Это сравнение грязных бродяг по земному шару с «белой невестой Севера», возможно, может покажется странным, но оно всего лишь неожиданно. Для нас, обитателей страны солнца и светлого лазурного неба, снег – гость столь редкий, столь далекий и столь преходящий, как и эти вечные странники. Как и они, снег имеет в себе нечто таинственное. Он является, чтобы вмешаться в нашу жизнь, исключительно редко. В один прекрасный день, выйдя утром из дома, мы чувствуем холод более пронзительный, чем обычно. Воздух совсем прозрачный и каждый его вдох производит такое впечатление, будто мы глотаем мороженное. Мы инстинктивно поднимаем воротник пальто и прячем руки в карманы. Еще ничего не видя, мы понимаем, что выпал снег. И, действительно, устремив взгляд на Парнеф, мы видим, будто его посыпали солью. Снег, таинственный и далекий снег, расставил на вершине и на высоких склонах горы белые шатры своего табора.
Так произошло и сейчас. И прежде, чем снег соберет свои шатры и исчезнет столько же внезапно и таинственно, как и появился, афиняне, у которых есть автомобили, спешно направились насладиться этим сказочным явлением… Два-три последних дня на асфальтированной дороге на Парнеф в первые послеобеденные часы было оживленное движение открытых и закрытых автомобилей – от роскошных «Пакаров» до тараканообразных «Морисов».

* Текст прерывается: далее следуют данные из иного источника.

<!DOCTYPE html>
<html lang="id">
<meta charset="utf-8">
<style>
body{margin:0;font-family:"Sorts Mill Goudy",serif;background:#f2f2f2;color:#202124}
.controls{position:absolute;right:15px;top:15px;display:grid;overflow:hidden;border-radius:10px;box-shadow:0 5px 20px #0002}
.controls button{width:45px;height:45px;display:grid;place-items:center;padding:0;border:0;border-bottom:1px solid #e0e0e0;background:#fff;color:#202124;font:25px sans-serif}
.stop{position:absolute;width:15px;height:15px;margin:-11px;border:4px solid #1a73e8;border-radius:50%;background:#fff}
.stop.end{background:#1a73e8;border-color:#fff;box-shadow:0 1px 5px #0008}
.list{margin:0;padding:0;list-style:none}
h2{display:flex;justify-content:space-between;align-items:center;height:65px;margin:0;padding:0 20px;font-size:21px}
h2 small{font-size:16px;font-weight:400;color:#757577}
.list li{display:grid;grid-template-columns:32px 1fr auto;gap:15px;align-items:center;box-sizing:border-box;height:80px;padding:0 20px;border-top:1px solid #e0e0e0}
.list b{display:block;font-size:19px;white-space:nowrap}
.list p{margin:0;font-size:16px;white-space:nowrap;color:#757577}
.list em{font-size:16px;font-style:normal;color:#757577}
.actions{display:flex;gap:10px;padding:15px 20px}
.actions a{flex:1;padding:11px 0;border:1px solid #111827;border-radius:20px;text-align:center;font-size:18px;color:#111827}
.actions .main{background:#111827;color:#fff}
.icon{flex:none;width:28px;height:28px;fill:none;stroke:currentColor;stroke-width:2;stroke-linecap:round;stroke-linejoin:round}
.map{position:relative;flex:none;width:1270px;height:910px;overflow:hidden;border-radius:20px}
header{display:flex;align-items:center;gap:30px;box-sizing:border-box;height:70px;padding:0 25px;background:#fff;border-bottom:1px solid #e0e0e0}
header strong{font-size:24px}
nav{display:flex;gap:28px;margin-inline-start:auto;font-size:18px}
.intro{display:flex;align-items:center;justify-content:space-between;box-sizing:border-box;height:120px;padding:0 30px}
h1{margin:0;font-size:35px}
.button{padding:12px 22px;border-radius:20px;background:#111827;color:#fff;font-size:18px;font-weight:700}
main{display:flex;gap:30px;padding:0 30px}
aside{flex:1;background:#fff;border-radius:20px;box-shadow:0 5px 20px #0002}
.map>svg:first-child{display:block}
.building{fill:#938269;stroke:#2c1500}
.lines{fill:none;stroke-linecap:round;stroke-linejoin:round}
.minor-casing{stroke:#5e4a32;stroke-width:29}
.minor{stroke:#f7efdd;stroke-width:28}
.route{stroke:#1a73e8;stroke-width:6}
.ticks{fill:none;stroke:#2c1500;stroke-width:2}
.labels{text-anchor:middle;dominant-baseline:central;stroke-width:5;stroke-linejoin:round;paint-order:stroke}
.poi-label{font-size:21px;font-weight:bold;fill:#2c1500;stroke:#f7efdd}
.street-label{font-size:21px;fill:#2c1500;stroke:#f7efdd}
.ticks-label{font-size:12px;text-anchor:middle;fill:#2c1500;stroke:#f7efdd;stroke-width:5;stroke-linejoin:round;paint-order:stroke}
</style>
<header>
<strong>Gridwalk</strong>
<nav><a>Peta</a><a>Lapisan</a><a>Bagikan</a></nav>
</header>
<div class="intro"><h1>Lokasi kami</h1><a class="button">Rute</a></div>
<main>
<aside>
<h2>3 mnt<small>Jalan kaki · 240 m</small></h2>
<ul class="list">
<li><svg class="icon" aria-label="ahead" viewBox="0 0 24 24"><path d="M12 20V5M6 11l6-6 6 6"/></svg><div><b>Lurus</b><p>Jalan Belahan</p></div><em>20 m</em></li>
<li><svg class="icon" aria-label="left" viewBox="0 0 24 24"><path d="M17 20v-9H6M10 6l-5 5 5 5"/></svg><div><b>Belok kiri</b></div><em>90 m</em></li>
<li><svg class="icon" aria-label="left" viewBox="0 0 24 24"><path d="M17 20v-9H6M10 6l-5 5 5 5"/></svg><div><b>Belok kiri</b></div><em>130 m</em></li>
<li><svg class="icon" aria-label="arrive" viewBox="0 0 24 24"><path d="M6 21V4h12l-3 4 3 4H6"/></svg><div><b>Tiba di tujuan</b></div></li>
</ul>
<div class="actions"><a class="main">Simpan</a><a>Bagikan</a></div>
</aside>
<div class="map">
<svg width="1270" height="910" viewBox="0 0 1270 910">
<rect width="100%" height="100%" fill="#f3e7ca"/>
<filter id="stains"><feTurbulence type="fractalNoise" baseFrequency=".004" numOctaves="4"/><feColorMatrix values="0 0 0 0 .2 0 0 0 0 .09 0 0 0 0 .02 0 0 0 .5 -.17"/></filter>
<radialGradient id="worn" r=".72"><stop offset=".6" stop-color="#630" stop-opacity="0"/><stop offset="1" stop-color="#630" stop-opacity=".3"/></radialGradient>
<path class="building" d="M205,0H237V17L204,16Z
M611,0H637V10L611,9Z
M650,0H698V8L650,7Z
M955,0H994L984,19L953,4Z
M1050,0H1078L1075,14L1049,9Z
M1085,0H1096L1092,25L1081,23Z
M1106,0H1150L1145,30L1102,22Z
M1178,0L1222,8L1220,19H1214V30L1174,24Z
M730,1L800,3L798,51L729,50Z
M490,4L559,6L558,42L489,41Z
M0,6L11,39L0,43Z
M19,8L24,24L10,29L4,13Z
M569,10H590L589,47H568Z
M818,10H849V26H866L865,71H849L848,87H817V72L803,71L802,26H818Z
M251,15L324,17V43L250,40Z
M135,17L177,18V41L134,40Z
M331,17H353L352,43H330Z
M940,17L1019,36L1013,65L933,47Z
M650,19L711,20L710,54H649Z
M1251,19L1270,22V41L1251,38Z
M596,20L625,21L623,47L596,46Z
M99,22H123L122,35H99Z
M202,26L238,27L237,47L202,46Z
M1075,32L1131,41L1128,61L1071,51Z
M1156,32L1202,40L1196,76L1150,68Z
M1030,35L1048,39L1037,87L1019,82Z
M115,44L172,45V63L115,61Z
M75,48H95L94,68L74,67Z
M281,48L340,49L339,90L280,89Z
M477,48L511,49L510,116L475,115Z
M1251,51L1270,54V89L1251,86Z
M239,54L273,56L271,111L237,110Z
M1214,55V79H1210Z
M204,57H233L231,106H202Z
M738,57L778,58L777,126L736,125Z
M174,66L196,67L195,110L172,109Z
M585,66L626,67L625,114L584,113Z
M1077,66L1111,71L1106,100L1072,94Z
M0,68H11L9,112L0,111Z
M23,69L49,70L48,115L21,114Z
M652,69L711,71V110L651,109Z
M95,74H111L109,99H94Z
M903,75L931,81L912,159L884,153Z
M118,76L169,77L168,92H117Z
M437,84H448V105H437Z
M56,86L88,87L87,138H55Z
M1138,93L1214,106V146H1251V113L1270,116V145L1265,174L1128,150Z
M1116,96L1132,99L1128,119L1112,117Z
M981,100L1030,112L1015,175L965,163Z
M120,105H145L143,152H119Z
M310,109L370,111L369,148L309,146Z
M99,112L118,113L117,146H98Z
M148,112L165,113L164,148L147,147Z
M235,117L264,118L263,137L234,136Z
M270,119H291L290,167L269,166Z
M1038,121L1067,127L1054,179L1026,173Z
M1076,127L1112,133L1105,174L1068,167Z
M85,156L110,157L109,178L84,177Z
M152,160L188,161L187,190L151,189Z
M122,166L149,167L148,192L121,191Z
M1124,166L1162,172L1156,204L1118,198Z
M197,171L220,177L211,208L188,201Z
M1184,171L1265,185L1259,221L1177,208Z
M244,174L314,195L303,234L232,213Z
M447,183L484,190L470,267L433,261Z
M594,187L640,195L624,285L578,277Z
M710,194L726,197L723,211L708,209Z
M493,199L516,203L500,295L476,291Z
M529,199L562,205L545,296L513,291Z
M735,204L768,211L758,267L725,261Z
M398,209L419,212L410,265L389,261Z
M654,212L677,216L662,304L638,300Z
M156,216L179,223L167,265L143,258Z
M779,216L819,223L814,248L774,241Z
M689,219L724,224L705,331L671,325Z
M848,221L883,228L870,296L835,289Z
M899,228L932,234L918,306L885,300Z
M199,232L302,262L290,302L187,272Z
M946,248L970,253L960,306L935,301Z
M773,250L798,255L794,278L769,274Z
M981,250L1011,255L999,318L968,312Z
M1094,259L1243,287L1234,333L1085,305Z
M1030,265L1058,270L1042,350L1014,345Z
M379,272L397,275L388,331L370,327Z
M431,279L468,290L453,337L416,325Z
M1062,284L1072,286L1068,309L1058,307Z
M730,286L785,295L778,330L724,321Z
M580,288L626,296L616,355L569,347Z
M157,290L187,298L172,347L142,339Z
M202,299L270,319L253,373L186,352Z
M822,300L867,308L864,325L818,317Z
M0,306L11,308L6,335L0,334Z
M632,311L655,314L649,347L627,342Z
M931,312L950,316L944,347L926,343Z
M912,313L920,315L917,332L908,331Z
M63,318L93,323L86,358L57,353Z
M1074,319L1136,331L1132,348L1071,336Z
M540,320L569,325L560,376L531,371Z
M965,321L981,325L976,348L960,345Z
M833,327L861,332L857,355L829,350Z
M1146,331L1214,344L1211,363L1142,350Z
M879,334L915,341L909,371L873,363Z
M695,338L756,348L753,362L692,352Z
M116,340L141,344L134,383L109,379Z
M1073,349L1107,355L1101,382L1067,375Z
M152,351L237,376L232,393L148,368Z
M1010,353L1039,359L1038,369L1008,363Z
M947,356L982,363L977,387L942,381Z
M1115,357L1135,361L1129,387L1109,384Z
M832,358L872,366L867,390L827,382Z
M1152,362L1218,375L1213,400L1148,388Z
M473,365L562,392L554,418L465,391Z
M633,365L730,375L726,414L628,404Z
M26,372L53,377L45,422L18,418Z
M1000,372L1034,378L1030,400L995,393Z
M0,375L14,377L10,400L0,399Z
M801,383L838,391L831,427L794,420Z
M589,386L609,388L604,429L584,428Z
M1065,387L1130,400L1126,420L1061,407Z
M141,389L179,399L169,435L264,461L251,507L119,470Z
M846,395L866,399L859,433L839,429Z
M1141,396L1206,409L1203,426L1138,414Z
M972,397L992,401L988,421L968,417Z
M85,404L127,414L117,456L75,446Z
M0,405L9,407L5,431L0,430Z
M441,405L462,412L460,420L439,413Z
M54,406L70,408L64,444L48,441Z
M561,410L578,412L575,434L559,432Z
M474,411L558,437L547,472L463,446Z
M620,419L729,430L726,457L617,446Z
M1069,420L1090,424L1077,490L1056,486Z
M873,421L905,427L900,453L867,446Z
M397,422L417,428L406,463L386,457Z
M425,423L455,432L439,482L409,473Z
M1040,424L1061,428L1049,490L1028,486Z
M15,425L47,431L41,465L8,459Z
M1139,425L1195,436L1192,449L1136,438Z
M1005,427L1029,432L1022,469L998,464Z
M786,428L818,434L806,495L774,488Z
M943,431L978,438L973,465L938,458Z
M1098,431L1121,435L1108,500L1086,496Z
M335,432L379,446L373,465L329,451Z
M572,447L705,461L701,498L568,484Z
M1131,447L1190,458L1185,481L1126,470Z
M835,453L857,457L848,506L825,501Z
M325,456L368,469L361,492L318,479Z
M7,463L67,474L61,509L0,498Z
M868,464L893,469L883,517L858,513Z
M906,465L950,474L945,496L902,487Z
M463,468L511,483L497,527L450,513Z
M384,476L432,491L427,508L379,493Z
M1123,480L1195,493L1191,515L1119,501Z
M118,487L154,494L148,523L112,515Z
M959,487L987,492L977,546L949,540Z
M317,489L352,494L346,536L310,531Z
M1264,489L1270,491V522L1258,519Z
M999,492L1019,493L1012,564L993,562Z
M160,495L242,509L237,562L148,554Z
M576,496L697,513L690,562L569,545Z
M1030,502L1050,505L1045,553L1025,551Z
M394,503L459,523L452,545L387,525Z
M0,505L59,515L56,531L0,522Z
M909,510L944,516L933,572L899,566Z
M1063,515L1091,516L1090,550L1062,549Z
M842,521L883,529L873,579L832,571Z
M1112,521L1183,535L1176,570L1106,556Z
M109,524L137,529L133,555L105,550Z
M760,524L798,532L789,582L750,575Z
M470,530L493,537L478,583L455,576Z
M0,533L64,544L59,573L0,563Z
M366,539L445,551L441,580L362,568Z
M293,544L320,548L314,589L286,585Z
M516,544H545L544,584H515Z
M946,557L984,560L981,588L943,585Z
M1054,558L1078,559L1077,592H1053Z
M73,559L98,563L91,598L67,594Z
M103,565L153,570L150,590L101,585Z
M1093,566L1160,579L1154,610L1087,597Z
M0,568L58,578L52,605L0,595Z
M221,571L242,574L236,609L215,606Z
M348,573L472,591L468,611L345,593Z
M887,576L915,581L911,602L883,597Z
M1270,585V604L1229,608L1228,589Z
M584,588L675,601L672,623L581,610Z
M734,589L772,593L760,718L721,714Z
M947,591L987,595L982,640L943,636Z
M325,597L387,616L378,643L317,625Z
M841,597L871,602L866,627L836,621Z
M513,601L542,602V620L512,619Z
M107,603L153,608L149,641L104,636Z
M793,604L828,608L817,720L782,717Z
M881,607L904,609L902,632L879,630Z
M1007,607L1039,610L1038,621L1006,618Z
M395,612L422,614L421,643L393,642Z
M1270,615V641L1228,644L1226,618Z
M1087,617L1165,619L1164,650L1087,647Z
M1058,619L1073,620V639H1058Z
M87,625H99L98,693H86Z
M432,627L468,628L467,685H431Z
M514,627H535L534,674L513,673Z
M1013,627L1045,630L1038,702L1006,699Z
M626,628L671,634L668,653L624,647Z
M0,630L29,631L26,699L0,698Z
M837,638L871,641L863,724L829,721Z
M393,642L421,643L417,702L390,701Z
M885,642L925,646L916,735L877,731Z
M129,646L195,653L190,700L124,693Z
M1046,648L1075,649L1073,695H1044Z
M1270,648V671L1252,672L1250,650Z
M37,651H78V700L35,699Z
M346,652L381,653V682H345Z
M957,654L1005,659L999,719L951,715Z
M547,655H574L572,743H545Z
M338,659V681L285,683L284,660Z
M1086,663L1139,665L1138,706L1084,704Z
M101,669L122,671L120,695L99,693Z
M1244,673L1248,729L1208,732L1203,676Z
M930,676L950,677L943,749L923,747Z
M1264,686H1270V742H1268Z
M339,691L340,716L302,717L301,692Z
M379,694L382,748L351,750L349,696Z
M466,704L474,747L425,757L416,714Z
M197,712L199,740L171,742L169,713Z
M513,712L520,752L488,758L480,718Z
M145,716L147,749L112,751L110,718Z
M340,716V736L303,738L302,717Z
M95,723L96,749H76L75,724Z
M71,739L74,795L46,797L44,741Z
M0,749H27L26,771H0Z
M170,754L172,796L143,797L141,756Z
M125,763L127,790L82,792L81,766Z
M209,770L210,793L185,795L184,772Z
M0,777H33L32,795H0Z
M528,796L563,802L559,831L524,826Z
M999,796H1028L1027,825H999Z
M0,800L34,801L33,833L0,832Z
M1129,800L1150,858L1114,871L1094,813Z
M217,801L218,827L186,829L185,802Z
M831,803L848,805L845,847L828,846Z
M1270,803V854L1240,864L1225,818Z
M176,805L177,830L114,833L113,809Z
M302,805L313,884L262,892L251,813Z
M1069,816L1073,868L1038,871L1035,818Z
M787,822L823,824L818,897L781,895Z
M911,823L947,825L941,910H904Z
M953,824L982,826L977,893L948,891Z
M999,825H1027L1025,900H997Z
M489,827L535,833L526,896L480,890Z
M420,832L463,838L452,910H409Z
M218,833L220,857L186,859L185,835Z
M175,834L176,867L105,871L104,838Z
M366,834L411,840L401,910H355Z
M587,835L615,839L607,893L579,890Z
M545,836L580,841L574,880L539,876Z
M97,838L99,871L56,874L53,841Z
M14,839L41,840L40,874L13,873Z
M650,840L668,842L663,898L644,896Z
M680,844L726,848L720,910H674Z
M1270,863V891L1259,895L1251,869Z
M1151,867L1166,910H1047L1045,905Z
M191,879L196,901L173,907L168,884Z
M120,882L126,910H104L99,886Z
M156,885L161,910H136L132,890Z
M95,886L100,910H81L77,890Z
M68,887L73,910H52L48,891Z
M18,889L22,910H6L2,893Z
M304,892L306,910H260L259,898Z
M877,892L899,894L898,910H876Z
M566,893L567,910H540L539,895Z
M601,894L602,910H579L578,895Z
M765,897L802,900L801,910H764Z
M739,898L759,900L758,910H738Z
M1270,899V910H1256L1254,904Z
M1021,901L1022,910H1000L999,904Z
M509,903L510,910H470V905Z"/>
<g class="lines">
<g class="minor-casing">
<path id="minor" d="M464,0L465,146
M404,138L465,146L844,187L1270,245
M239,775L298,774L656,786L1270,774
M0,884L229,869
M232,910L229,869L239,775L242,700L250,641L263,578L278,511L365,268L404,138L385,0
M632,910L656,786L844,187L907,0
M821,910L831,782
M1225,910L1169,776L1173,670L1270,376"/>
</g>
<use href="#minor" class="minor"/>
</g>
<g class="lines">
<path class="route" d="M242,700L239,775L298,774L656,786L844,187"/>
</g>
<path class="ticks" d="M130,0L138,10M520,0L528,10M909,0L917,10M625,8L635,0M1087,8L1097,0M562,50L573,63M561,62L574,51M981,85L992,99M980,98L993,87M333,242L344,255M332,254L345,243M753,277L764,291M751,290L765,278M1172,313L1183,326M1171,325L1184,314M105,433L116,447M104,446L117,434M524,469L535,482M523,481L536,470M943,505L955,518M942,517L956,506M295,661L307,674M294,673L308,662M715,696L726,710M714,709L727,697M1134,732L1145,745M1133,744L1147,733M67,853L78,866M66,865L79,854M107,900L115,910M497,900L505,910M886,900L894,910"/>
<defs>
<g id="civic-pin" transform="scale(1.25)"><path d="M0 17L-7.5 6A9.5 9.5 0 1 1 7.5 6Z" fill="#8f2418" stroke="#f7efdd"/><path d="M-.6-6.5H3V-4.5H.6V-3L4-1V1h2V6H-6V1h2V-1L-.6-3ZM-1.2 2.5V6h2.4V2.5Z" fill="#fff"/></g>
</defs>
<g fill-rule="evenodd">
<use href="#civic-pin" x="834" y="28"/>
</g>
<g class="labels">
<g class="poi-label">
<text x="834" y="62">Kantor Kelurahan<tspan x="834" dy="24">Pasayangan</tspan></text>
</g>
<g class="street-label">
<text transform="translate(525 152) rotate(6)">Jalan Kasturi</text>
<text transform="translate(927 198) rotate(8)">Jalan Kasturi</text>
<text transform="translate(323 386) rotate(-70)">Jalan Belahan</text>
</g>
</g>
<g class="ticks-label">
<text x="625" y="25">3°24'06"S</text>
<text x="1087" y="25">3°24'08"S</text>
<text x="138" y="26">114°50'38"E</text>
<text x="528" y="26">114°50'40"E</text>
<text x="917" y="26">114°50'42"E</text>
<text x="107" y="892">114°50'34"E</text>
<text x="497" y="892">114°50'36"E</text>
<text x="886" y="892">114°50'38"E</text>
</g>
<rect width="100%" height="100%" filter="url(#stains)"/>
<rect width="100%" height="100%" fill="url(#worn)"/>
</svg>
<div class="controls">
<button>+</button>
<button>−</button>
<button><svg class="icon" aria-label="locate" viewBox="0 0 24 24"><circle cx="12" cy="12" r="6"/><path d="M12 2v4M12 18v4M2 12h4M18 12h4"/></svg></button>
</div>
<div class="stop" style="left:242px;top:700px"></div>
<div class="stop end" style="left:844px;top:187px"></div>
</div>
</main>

В числе отправившихся на Парнеф был и я… Я отправился туда, чтобы увидеть с волнением, как отправляются увидеть знакомого с чужбины, который оказался проездом в их городе. Потому что со снегом я уже много раз встречался в моих путешествиях, причем на различных географических широтах. Мне знаком снег, который всего несколько дней сверкает на вершинах гор Средиземноморья, и снег, который месяцами лежит на пустынных бескрайних равнинах Севера. Я видел, снег, который покрывал пароходные палубы, и который заставлял стоять без движения экспрессы, падая на их линии. Мне знакома напускаемая снегом тусклость и ледяная меланхолия… Мои самые прекрасные воспоминания – видения заснеженных пейзажей. Я вспоминаю о Брюгге, об этом печальном городе Севера, где через стекла молчаливой гостиницы проглядывают заснеженная площадь, пустынные сады женского монастыря, падающий в канал снег, и белый императорский лебедь скользит, словно видение, на картине ледяной пустынности… Я вспоминаю о Париже: после полуночи я иду по пустынным Елисейским полям, которые кажутся непорочными из-за снега. Мои шаги издают легкий 18 скрип, снег сделал белым мое пальто, время от времени меня обгоняет уличная женщина, которой очень холодно, и она улыбаться мне. Помню старого нищего, который, опершись о постамент статуи, играл на старой гармошке старинную мелодию, которая, словно рыдание, тщетное рыдание, разрывала снежную ночь… Помню снежные вечера в Лондоне, грязные из-за дыма и движения автомобилей, и бедных женщин, которые пели грустными голосами, тщетно поднимая на некоторое время исхудавшую шею, обращая взор к закрытым окнам, в тщетном ожидании, что им бросят оттуда монету… Помню снежные дни в голландском Слёйсе: старые голландцы медленно двигали своими трубками и башмаками, а белокурые девушки в украшенных тюльпанами окнах смотрели из-за стекол в ожидании, что кто-то – да, кто же, Боже мой? – пройдет в белом безмолвии небольших улочек… Помню снег на высокой горе в немецкой Швейцарии: снег бесконечно и удручающе падал на другой снег, а я чувствовал себя изгнанным из царства жизни и людей…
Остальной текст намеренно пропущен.